On August 23, the Indian Space Research Organization (ISRO) pulled off the Chandrayaan-3 mission, depositing the Vikram lander and Pragyan rover near the lunar South Pole. India is now the fourth nation to land on the moon—following Russia, the US and China— and the first to land near the lunar South Pole, where the rover has already detected sulfur and oxygen in the moon’s soil. Fresh off of this success, ISRO already has another mission underway, and its next target is something much bigger—the sun.
The ISRO’s Aditya-L1 spacecraft, armed with an array of sensors for studying solar physics, is scheduled to launch around 2 a.m. Eastern on September 2, atop a PSLV-C57 rocket from the Satish Dhawan Space Center in Sriharikota, in southeast India.
Aditya-L1 will begin a four-month journey to a special point in space. About 932,000 miles away is the sun-Earth L1 Lagrangian, an area where the gravity of Earth and the sun cancel out. By entering into an orbit around L1, the spacecraft can maintain a constant position relative to Earth as it orbits around the sun. It shares this maneuver with the NASA-ESA Solar and Heliospheric Observatory, or SOHO, which has been in the sun-observation business since 1996. If it reaches the L1 orbit, Aditya-L1 will join SOHO, NASA’s Parker Solar Probe, ESA’s Solar orbiter, and a handful of other spacecraft dedicated to studying the closest star to Earth.

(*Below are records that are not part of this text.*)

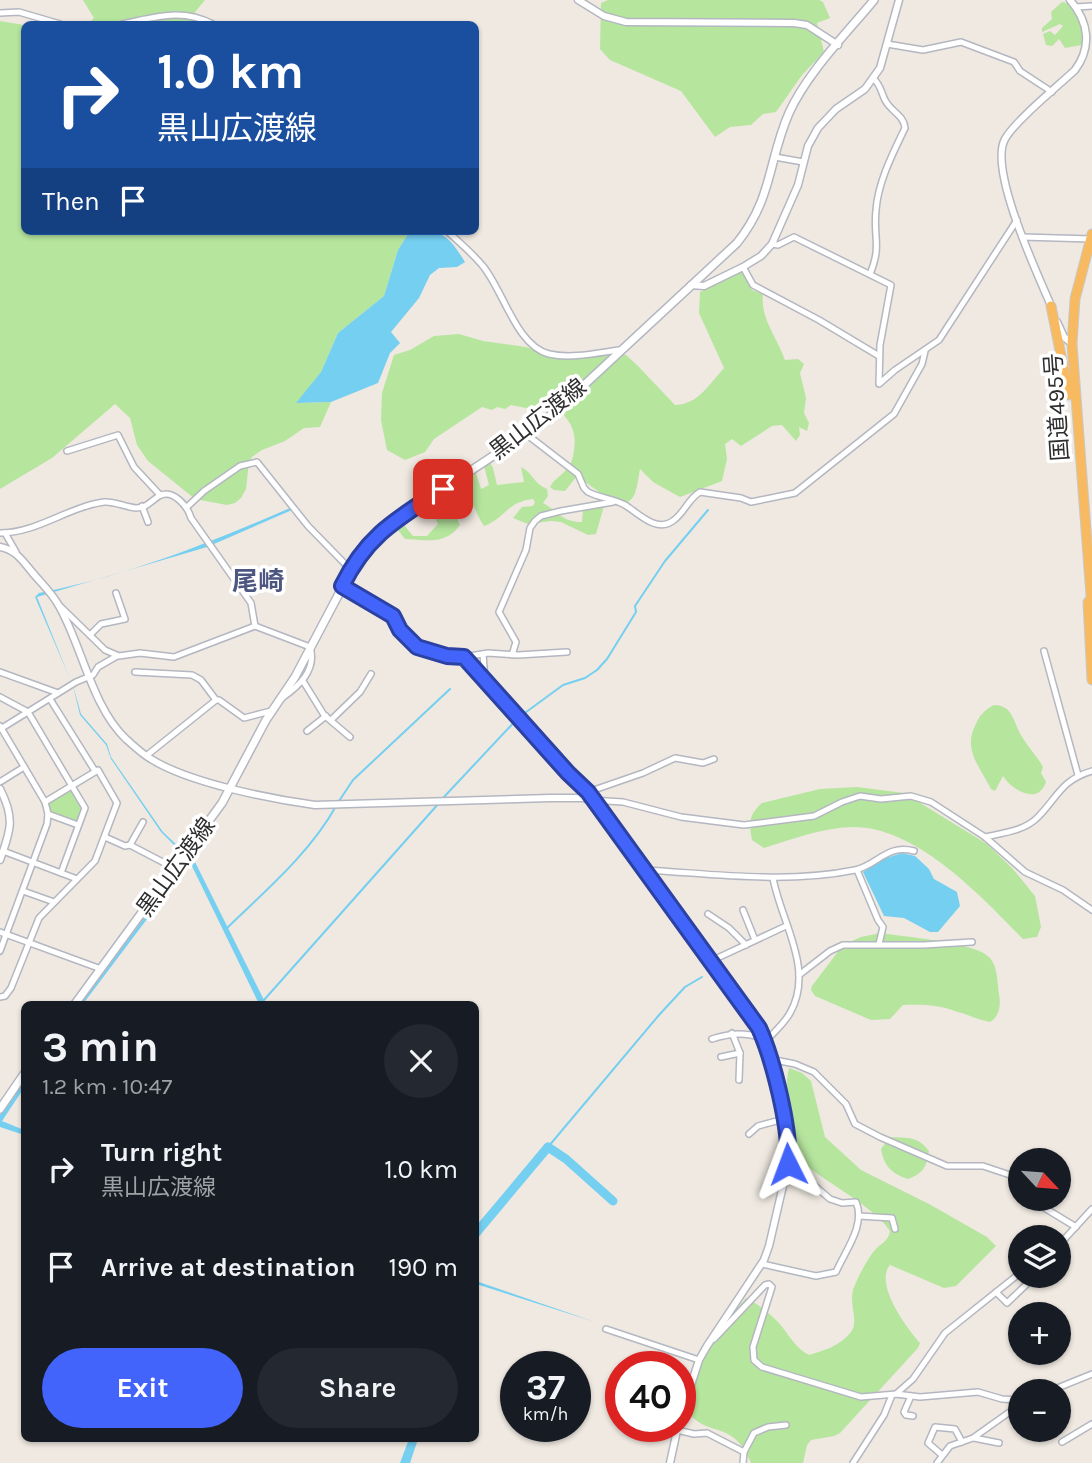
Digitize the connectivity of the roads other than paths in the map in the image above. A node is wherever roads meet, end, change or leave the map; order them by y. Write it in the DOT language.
graph roads {
  1 [pos="578,0"];
  2 [pos="874,0"];
  3 [pos="899,0"];
  4 [pos="1070,0"];
  5 [pos="1092,6"];
  6 [pos="1076,7"];
  7 [pos="0,13"];
  8 [pos="50,21"];
  9 [pos="138,21"];
  10 [pos="208,21"];
  11 [pos="887,44"];
  12 [pos="838,45"];
  13 [pos="874,79"];
  14 [pos="1052,92"];
  15 [pos="775,157"];
  16 [pos="803,162"];
  17 [pos="1017,220"];
  18 [pos="451,235"];
  19 [pos="1022,237"];
  20 [pos="1092,237"];
  21 [pos="772,244"];
  22 [pos="743,267"];
  23 [pos="870,274"];
  24 [pos="691,285"];
  25 [pos="1051,306"];
  26 [pos="1073,313"];
  27 [pos="1057,322"];
  28 [pos="1072,344"];
  29 [pos="619,350"];
  30 [pos="925,351"];
  31 [pos="879,356"];
  32 [pos="1077,423"];
  33 [pos="526,434"];
  34 [pos="67,451"];
  35 [pos="160,495"];
  36 [pos="613,502"];
  37 [pos="142,506"];
  38 [pos="187,507"];
  39 [pos="148,522"];
  40 [pos="3,533"];
  41 [pos="0,547"];
  42 [pos="16,552"];
  43 [pos="350,569"];
  44 [pos="1089,580"];
  45 [pos="342,586"];
  46 [pos="116,593"];
  47 [pos="59,606"];
  48 [pos="1092,609"];
  49 [pos="255,626"];
  50 [pos="90,635"];
  51 [pos="310,647"];
  52 [pos="1044,651"];
  53 [pos="567,652"];
  54 [pos="483,654"];
  55 [pos="512,654"];
  56 [pos="119,656"];
  57 [pos="464,657"];
  58 [pos="135,671"];
  59 [pos="0,672"];
  60 [pos="371,674"];
  61 [pos="90,676"];
  62 [pos="485,680"];
  63 [pos="1092,680"];
  64 [pos="303,681"];
  65 [pos="58,693"];
  66 [pos="0,697"];
  67 [pos="50,699"];
  68 [pos="280,699"];
  69 [pos="216,700"];
  70 [pos="273,710"];
  71 [pos="28,712"];
  72 [pos="328,718"];
  73 [pos="1,727"];
  74 [pos="307,731"];
  75 [pos="350,737"];
  76 [pos="146,756"];
  77 [pos="714,759"];
  78 [pos="24,767"];
  79 [pos="96,771"];
  80 [pos="1092,771"];
  81 [pos="1078,775"];
  82 [pos="0,782"];
  83 [pos="71,786"];
  84 [pos="231,787"];
  85 [pos="0,789"];
  86 [pos="589,796"];
  87 [pos="45,802"];
  88 [pos="48,814"];
  89 [pos="143,822"];
  90 [pos="78,824"];
  91 [pos="104,837"];
  92 [pos="985,837"];
  93 [pos="130,845"];
  94 [pos="3,851"];
  95 [pos="914,851"];
  96 [pos="0,860"];
  97 [pos="33,862"];
  98 [pos="176,869"];
  99 [pos="645,870"];
  100 [pos="857,870"];
  101 [pos="61,873"];
  102 [pos="773,878"];
  103 [pos="77,879"];
  104 [pos="23,891"];
  105 [pos="54,902"];
  106 [pos="743,910"];
  107 [pos="1092,910"];
  108 [pos="708,914"];
  109 [pos="786,926"];
  110 [pos="3,933"];
  111 [pos="755,940"];
  112 [pos="972,942"];
  113 [pos="29,943"];
  114 [pos="879,944"];
  115 [pos="746,945"];
  116 [pos="0,951"];
  117 [pos="711,961"];
  118 [pos="101,969"];
  119 [pos="800,975"];
  120 [pos="0,997"];
  121 [pos="77,1001"];
  122 [pos="732,1033"];
  123 [pos="712,1039"];
  124 [pos="764,1040"];
  125 [pos="740,1053"];
  126 [pos="721,1056"];
  127 [pos="770,1059"];
  128 [pos="21,1078"];
  129 [pos="739,1080"];
  130 [pos="0,1109"];
  131 [pos="784,1119"];
  132 [pos="749,1134"];
  133 [pos="788,1163"];
  134 [pos="1008,1174"];
  135 [pos="1092,1209"];
  136 [pos="1048,1211"];
  137 [pos="859,1216"];
  138 [pos="1076,1227"];
  139 [pos="895,1229"];
  140 [pos="1071,1232"];
  141 [pos="762,1264"];
  142 [pos="1008,1282"];
  143 [pos="1023,1288"];
  144 [pos="996,1292"];
  145 [pos="606,1329"];
  146 [pos="706,1346"];
  147 [pos="699,1360"];
  148 [pos="696,1369"];
  149 [pos="1092,1374"];
  150 [pos="1071,1382"];
  151 [pos="894,1395"];
  152 [pos="911,1396"];
  153 [pos="1008,1399"];
  154 [pos="1008,1413"];
  155 [pos="913,1416"];
  156 [pos="1092,1424"];
  157 [pos="786,1425"];
  158 [pos="696,1434"];
  159 [pos="1071,1437"];
  160 [pos="974,1438"];
  161 [pos="674,1442"];
  162 [pos="962,1442"];
  163 [pos="999,1443"];
  164 [pos="744,1452"];
  165 [pos="942,1455"];
  166 [pos="670,1463"];
  167 [pos="743,1463"];
  168 [pos="853,1463"];
  169 [pos="937,1463"];
  1 -- 12 [label="street"];
  2 -- 12 [label="main road, 黒山広渡線"];
  3 -- 11 [label="street"];
  4 -- 6 [label="street"];
  5 -- 6 [label="street"];
  6 -- 14 [label="street"];
  7 -- 8 [label="street"];
  9 -- 10 [label="street"];
  11 -- 13 [label="street"];
  11 -- 14 [label="street"];
  12 -- 15 [label="main road, 黒山広渡線"];
  13 -- 16 [label="street"];
  13 -- 23 [label="street"];
  14 -- 17 [label="street"];
  15 -- 16 [label="street"];
  15 -- 24 [label="main road, 黒山広渡線"];
  16 -- 21 [label="street"];
  17 -- 19 [label="street"];
  17 -- 30 [label="street"];
  18 -- 29 [label="street"];
  19 -- 20 [label="street"];
  19 -- 25 [label="street"];
  20 -- 26 [label="highway, 国道495号"];
  21 -- 22 [label="street"];
  21 -- 23 [label="street"];
  22 -- 24 [label="street"];
  22 -- 31 [label="street"];
  23 -- 31 [label="street"];
  24 -- 29 [label="main road, 黒山広渡線"];
  25 -- 27 [label="street"];
  25 -- 32 [label="highway"];
  26 -- 27 [label="highway"];
  26 -- 28 [label="highway, 国道495号"];
  27 -- 28 [label="street"];
  28 -- 32 [label="highway, 国道495号"];
  29 -- 33 [label="main road, 黒山広渡線"];
  30 -- 31 [label="street"];
  30 -- 36 [label="street"];
  32 -- 44 [label="highway, 国道495号"];
  33 -- 36 [label="street"];
  33 -- 43 [label="main road, 黒山広渡線"];
  34 -- 35 [label="street"];
  35 -- 37 [label="street"];
  35 -- 38 [label="street"];
  36 -- 55 [label="street"];
  37 -- 39 [label="street"];
  37 -- 40 [label="street"];
  38 -- 43 [label="street"];
  38 -- 49 [label="street"];
  40 -- 42 [label="street"];
  41 -- 42 [label="street"];
  42 -- 47 [label="street"];
  43 -- 45 [label="main road, 黒山広渡線"];
  44 -- 48 [label="highway, 国道495号"];
  44 -- 63 [label="highway, 国道495号"];
  45 -- 51 [label="main road, 黒山広渡線"];
  45 -- 57 [label="street"];
  46 -- 50 [label="street"];
  47 -- 50 [label="street"];
  47 -- 61 [label="street"];
  49 -- 51 [label="street"];
  49 -- 56 [label="street"];
  50 -- 56 [label="street"];
  51 -- 64 [label="street"];
  51 -- 68 [label="main road, 黒山広渡線"];
  52 -- 81 [label="street"];
  53 -- 55 [label="street"];
  54 -- 55 [label="street"];
  54 -- 57 [label="street"];
  54 -- 62 [label="street"];
  56 -- 61 [label="street"];
  57 -- 62 [label="street"];
  58 -- 69 [label="street"];
  59 -- 65 [label="street"];
  60 -- 72 [label="street"];
  61 -- 65 [label="street"];
  61 -- 76 [label="street"];
  62 -- 86 [label="street"];
  64 -- 68 [label="street"];
  64 -- 72 [label="street"];
  65 -- 67 [label="street"];
  66 -- 71 [label="street"];
  67 -- 71 [label="street"];
  67 -- 79 [label="street"];
  68 -- 70 [label="main road, 黒山広渡線"];
  69 -- 70 [label="street"];
  69 -- 76 [label="street"];
  70 -- 84 [label="main road, 黒山広渡線"];
  71 -- 73 [label="street"];
  71 -- 83 [label="street"];
  72 -- 74 [label="street"];
  72 -- 75 [label="street"];
  73 -- 78 [label="street"];
  76 -- 84 [label="street"];
  77 -- 86 [label="street"];
  78 -- 82 [label="street"];
  78 -- 87 [label="street"];
  79 -- 83 [label="street"];
  79 -- 91 [label="street"];
  80 -- 81 [label="street"];
  81 -- 92 [label="street"];
  83 -- 87 [label="street"];
  83 -- 90 [label="street"];
  84 -- 86 [label="street"];
  84 -- 98 [label="main road, 黒山広渡線"];
  85 -- 94 [label="street"];
  86 -- 92 [label="street"];
  86 -- 99 [label="street"];
  87 -- 88 [label="street"];
  88 -- 90 [label="street"];
  88 -- 97 [label="street"];
  89 -- 93 [label="street"];
  90 -- 101 [label="street"];
  91 -- 93 [label="street"];
  91 -- 103 [label="street"];
  92 -- 107 [label="street"];
  93 -- 98 [label="street"];
  94 -- 96 [label="street"];
  94 -- 97 [label="street"];
  95 -- 100 [label="street"];
  97 -- 101 [label="street"];
  97 -- 104 [label="street"];
  98 -- 118 [label="main road, 黒山広渡線"];
  99 -- 102 [label="street"];
  99 -- 117 [label="street"];
  100 -- 102 [label="street"];
  100 -- 114 [label="street"];
  101 -- 103 [label="street"];
  102 -- 109 [label="street"];
  103 -- 105 [label="street"];
  104 -- 105 [label="street"];
  104 -- 110 [label="street"];
  105 -- 113 [label="street"];
  106 -- 111 [label="street"];
  108 -- 115 [label="street"];
  109 -- 111 [label="street"];
  109 -- 119 [label="street"];
  110 -- 113 [label="street"];
  110 -- 116 [label="street"];
  111 -- 115 [label="street"];
  112 -- 114 [label="street"];
  113 -- 118 [label="street"];
  113 -- 120 [label="street"];
  114 -- 119 [label="street"];
  115 -- 117 [label="street"];
  117 -- 124 [label="street"];
  118 -- 121 [label="main road, 黒山広渡線"];
  119 -- 124 [label="street"];
  122 -- 123 [label="street"];
  122 -- 124 [label="street"];
  122 -- 125 [label="street"];
  124 -- 127 [label="street"];
  125 -- 126 [label="street"];
  125 -- 129 [label="street"];
  127 -- 131 [label="street"];
  127 -- 134 [label="street"];
  128 -- 130 [label="main road"];
  131 -- 132 [label="street"];
  131 -- 133 [label="street"];
  133 -- 137 [label="street"];
  133 -- 141 [label="street"];
  135 -- 138 [label="street"];
  136 -- 138 [label="street"];
  137 -- 139 [label="street"];
  137 -- 141 [label="street"];
  138 -- 140 [label="street"];
  141 -- 146 [label="street"];
  142 -- 144 [label="street"];
  143 -- 144 [label="street"];
  144 -- 151 [label="street"];
  145 -- 147 [label="street"];
  146 -- 147 [label="street"];
  146 -- 151 [label="street"];
  147 -- 148 [label="street"];
  149 -- 150 [label="street"];
  151 -- 152 [label="street"];
  151 -- 168 [label="street"];
  152 -- 153 [label="street"];
  152 -- 155 [label="street"];
  154 -- 160 [label="street"];
  156 -- 159 [label="street"];
  157 -- 164 [label="street"];
  158 -- 164 [label="street"];
  160 -- 162 [label="street"];
  160 -- 163 [label="street"];
  161 -- 166 [label="street"];
  162 -- 165 [label="street"];
  162 -- 165 [label="street"];
  164 -- 167 [label="street"];
  165 -- 169 [label="street"];
}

“This mission has instrumentation that captures a little bit of everything that all of these missions have already done, but that doesn’t mean we’re going to replicate science,” says Maria Weber, a solar astrophysicist at Delta State University in Mississippi, who also runs the state’s only planetarium at that campus. ”We’re getting more information and more data now at another time, a new time in the solar cycle, that previous missions haven’t been able to capture for us.” The sun undergoes 11-year patterns of waxing and waning magnetic activity, and the current solar cycle is expected to peak in 2025, corresponding with more sunspots and solar eruptions.
Aditya-L1 will carry seven scientific payloads, including four remote sensing instruments: a coronagraph, which creates an artificial eclipse for better study of the sun’s corona, an ultraviolet telescope, and high and low X-ray spectrographs, which can help study the temperature variations in parts of the sun.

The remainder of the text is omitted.